EXERCISE INSTRUCTIONS –
Print every line of the records below exactly as it reads.

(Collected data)
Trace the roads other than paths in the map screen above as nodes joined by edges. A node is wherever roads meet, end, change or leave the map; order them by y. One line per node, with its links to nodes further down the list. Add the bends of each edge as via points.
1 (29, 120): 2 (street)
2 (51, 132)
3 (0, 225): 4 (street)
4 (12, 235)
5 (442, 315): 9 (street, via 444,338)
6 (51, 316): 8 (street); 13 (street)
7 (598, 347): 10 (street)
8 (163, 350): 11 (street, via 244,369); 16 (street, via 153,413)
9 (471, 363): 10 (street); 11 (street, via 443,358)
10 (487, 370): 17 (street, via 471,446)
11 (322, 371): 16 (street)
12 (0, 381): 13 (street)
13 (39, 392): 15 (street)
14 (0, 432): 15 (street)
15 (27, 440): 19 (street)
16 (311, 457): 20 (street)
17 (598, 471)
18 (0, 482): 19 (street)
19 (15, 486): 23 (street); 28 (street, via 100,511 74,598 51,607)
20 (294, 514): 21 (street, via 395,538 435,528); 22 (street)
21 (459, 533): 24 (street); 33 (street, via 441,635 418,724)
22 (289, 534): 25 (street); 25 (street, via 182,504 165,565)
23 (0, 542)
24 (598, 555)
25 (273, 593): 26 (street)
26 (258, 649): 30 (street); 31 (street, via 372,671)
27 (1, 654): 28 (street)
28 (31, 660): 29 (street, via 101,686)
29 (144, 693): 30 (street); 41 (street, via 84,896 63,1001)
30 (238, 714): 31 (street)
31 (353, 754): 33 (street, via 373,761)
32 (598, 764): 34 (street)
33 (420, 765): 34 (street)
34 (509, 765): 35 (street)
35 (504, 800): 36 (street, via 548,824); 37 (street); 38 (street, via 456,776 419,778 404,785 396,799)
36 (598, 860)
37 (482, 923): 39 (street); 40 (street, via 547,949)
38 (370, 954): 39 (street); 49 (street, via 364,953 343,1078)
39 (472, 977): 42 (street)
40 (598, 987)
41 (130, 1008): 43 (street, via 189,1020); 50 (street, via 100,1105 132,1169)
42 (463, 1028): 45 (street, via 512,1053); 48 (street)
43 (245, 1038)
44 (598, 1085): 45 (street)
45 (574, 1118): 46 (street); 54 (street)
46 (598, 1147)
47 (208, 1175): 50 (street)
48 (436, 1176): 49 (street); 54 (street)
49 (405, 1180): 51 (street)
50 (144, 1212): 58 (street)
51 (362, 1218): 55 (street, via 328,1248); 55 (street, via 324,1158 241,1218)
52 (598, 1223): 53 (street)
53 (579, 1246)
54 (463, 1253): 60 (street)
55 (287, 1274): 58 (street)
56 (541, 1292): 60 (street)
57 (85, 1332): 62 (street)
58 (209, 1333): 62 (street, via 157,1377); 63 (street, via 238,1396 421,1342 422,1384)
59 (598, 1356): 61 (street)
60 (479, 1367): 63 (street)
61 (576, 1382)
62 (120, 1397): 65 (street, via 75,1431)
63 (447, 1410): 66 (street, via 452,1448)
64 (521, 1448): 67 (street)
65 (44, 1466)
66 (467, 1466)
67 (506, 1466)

ANSWER TO THIS TASK –
Trace the roads other than paths in the map screen above as nodes joined by edges. A node is wherever roads meet, end, change or leave the map; order them by y. One line per node, with its links to nodes further down the list. Add the bends of each edge as via points.
1 (29, 120): 2 (street)
2 (51, 132)
3 (0, 225): 4 (street)
4 (12, 235)
5 (442, 315): 9 (street, via 444,338)
6 (51, 316): 8 (street); 13 (street)
7 (598, 347): 10 (street)
8 (163, 350): 11 (street, via 244,369); 16 (street, via 153,413)
9 (471, 363): 10 (street); 11 (street, via 443,358)
10 (487, 370): 17 (street, via 471,446)
11 (322, 371): 16 (street)
12 (0, 381): 13 (street)
13 (39, 392): 15 (street)
14 (0, 432): 15 (street)
15 (27, 440): 19 (street)
16 (311, 457): 20 (street)
17 (598, 471)
18 (0, 482): 19 (street)
19 (15, 486): 23 (street); 28 (street, via 100,511 74,598 51,607)
20 (294, 514): 21 (street, via 395,538 435,528); 22 (street)
21 (459, 533): 24 (street); 33 (street, via 441,635 418,724)
22 (289, 534): 25 (street); 25 (street, via 182,504 165,565)
23 (0, 542)
24 (598, 555)
25 (273, 593): 26 (street)
26 (258, 649): 30 (street); 31 (street, via 372,671)
27 (1, 654): 28 (street)
28 (31, 660): 29 (street, via 101,686)
29 (144, 693): 30 (street); 41 (street, via 84,896 63,1001)
30 (238, 714): 31 (street)
31 (353, 754): 33 (street, via 373,761)
32 (598, 764): 34 (street)
33 (420, 765): 34 (street)
34 (509, 765): 35 (street)
35 (504, 800): 36 (street, via 548,824); 37 (street); 38 (street, via 456,776 419,778 404,785 396,799)
36 (598, 860)
37 (482, 923): 39 (street); 40 (street, via 547,949)
38 (370, 954): 39 (street); 49 (street, via 364,953 343,1078)
39 (472, 977): 42 (street)
40 (598, 987)
41 (130, 1008): 43 (street, via 189,1020); 50 (street, via 100,1105 132,1169)
42 (463, 1028): 45 (street, via 512,1053); 48 (street)
43 (245, 1038)
44 (598, 1085): 45 (street)
45 (574, 1118): 46 (street); 54 (street)
46 (598, 1147)
47 (208, 1175): 50 (street)
48 (436, 1176): 49 (street); 54 (street)
49 (405, 1180): 51 (street)
50 (144, 1212): 58 (street)
51 (362, 1218): 55 (street, via 328,1248); 55 (street, via 324,1158 241,1218)
52 (598, 1223): 53 (street)
53 (579, 1246)
54 (463, 1253): 60 (street)
55 (287, 1274): 58 (street)
56 (541, 1292): 60 (street)
57 (85, 1332): 62 (street)
58 (209, 1333): 62 (street, via 157,1377); 63 (street, via 238,1396 421,1342 422,1384)
59 (598, 1356): 61 (street)
60 (479, 1367): 63 (street)
61 (576, 1382)
62 (120, 1397): 65 (street, via 75,1431)
63 (447, 1410): 66 (street, via 452,1448)
64 (521, 1448): 67 (street)
65 (44, 1466)
66 (467, 1466)
67 (506, 1466)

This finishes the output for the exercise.